▸ Work to complete:
For the material below, return exactly the lines starting at the line containing "thumb mcp: (51, 274)" and ending at the line containing "middle dip: (167, 203)", both ends included, and no others.

▸ Supplied records:
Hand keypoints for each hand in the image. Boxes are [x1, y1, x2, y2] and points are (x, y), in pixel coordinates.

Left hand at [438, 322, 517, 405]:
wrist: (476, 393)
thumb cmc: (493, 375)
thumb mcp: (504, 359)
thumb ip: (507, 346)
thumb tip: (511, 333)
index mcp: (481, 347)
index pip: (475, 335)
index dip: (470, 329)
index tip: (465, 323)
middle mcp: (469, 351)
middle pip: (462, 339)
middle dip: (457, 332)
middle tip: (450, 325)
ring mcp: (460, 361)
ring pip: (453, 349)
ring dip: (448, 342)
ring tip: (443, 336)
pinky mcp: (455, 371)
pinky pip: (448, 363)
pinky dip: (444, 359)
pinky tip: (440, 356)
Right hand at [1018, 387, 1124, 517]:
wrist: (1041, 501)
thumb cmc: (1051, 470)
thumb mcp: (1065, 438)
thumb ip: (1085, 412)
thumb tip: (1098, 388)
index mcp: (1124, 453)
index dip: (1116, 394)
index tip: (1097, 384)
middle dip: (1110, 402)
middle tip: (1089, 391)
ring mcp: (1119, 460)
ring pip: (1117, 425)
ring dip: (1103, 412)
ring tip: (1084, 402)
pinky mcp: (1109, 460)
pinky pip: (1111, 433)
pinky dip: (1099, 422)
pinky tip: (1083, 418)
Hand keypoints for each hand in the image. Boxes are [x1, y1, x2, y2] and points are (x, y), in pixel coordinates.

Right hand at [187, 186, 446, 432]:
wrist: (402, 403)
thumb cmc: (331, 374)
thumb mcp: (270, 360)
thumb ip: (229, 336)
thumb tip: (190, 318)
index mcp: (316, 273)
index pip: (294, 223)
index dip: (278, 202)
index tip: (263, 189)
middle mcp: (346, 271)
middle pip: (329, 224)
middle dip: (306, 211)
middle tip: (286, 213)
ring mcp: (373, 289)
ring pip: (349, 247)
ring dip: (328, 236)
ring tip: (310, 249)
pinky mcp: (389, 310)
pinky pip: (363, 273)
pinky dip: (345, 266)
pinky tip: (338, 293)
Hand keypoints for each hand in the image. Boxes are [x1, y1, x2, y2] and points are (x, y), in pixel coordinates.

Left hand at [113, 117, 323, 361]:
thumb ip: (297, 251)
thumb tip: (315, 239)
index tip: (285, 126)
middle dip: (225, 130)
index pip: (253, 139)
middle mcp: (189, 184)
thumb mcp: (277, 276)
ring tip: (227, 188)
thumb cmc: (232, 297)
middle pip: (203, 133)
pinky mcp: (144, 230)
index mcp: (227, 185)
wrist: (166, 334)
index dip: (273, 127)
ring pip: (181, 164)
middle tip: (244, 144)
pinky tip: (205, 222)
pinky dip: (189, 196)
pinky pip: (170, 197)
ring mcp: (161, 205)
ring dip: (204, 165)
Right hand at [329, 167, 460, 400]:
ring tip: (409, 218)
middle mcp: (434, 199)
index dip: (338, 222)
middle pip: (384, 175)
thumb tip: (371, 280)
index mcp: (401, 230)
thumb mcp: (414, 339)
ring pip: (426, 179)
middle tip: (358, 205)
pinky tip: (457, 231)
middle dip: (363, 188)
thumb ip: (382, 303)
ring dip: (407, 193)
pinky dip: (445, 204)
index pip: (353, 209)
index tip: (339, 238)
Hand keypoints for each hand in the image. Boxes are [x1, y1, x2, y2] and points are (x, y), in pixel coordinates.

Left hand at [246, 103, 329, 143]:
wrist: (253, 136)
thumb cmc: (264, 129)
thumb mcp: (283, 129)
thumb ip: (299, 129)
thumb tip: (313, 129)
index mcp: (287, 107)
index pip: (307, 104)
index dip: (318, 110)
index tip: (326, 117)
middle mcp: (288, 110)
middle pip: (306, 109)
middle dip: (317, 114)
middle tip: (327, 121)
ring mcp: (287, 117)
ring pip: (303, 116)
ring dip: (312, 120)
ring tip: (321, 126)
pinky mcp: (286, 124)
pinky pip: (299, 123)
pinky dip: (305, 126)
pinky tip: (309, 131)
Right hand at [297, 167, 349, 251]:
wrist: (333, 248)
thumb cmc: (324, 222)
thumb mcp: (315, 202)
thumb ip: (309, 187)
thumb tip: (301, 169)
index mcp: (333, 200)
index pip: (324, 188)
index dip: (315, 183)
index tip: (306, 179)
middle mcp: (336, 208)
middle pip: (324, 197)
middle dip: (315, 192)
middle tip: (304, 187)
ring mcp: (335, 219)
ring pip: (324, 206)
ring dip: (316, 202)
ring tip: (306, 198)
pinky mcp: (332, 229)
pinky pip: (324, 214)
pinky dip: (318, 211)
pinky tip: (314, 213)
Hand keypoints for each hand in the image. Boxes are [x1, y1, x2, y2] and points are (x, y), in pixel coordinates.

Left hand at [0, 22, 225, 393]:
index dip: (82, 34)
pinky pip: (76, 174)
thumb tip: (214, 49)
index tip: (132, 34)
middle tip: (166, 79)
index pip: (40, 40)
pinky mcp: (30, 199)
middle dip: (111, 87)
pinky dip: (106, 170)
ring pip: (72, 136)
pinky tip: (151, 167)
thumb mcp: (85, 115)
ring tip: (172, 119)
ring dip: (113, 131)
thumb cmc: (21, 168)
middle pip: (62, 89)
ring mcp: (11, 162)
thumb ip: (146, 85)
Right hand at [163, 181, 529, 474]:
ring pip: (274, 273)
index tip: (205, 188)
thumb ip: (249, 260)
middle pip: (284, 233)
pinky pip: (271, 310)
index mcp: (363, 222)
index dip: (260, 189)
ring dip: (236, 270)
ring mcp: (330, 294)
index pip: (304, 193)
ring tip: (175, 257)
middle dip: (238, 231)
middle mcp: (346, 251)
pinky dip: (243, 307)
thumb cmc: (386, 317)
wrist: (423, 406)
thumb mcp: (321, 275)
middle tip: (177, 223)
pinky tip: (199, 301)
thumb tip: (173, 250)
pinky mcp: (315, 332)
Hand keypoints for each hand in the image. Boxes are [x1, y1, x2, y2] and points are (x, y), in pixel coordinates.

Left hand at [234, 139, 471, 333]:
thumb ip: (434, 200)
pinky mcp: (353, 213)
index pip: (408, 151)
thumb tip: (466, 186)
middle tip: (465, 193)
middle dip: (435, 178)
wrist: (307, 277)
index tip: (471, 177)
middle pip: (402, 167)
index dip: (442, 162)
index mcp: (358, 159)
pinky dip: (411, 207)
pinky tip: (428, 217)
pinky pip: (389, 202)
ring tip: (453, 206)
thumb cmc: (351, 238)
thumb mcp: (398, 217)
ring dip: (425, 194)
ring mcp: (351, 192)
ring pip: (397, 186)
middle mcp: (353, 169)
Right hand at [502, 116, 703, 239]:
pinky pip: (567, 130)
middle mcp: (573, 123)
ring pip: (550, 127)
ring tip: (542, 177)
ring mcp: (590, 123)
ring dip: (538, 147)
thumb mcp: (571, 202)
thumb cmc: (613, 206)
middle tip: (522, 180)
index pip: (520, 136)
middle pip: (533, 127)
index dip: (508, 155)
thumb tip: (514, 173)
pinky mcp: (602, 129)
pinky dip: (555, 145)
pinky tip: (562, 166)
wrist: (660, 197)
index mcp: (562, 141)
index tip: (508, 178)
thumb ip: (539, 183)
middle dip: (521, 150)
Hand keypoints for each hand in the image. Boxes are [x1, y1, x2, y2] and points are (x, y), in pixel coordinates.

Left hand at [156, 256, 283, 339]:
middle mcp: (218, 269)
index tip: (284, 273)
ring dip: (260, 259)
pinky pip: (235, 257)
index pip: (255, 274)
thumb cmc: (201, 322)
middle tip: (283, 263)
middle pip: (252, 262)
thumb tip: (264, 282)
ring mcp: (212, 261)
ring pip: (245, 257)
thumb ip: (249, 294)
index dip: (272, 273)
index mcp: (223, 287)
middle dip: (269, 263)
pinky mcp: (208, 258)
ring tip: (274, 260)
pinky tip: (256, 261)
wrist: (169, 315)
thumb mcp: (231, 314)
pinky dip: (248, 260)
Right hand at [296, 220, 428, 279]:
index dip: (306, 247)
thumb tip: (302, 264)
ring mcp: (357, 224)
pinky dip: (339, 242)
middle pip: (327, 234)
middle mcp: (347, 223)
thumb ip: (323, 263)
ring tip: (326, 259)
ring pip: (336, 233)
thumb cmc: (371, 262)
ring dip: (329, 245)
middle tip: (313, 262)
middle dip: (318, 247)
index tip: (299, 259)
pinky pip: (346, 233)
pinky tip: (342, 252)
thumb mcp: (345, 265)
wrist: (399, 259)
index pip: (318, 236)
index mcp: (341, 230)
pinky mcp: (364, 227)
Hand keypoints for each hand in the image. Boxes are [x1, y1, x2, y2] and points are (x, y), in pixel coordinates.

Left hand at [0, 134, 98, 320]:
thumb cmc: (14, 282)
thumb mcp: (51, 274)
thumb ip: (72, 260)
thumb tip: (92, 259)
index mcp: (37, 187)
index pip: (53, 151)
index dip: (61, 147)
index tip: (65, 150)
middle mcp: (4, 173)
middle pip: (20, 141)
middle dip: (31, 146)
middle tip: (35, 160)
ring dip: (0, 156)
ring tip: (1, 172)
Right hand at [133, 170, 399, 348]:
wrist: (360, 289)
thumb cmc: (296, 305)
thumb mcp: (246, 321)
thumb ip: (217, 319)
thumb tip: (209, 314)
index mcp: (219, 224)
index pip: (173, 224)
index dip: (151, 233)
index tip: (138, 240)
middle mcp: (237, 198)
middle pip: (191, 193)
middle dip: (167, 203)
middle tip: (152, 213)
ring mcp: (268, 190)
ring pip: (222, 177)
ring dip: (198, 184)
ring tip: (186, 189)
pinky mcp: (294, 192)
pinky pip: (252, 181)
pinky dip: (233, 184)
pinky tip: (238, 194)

▸ Result of this task:
thumb mcp: (51, 274)
thumb ip: (72, 260)
thumb tip: (92, 259)
index mcp: (37, 187)
index pip: (53, 151)
index dip: (61, 147)
index tip: (65, 150)
middle mcp: (4, 173)
middle pip: (20, 141)
middle dip: (31, 146)
middle tip: (35, 160)
ring dip: (0, 156)
ring tip: (1, 172)
Right hand at [133, 170, 399, 348]:
wrist: (360, 289)
thumb cmc: (296, 305)
thumb mcp: (246, 321)
thumb ip: (217, 319)
thumb tip: (209, 314)
index mcp: (219, 224)
index pip: (173, 224)
index dip: (151, 233)
index tip: (138, 240)
middle mcp: (237, 198)
middle pip: (191, 193)
middle dip: (167, 203)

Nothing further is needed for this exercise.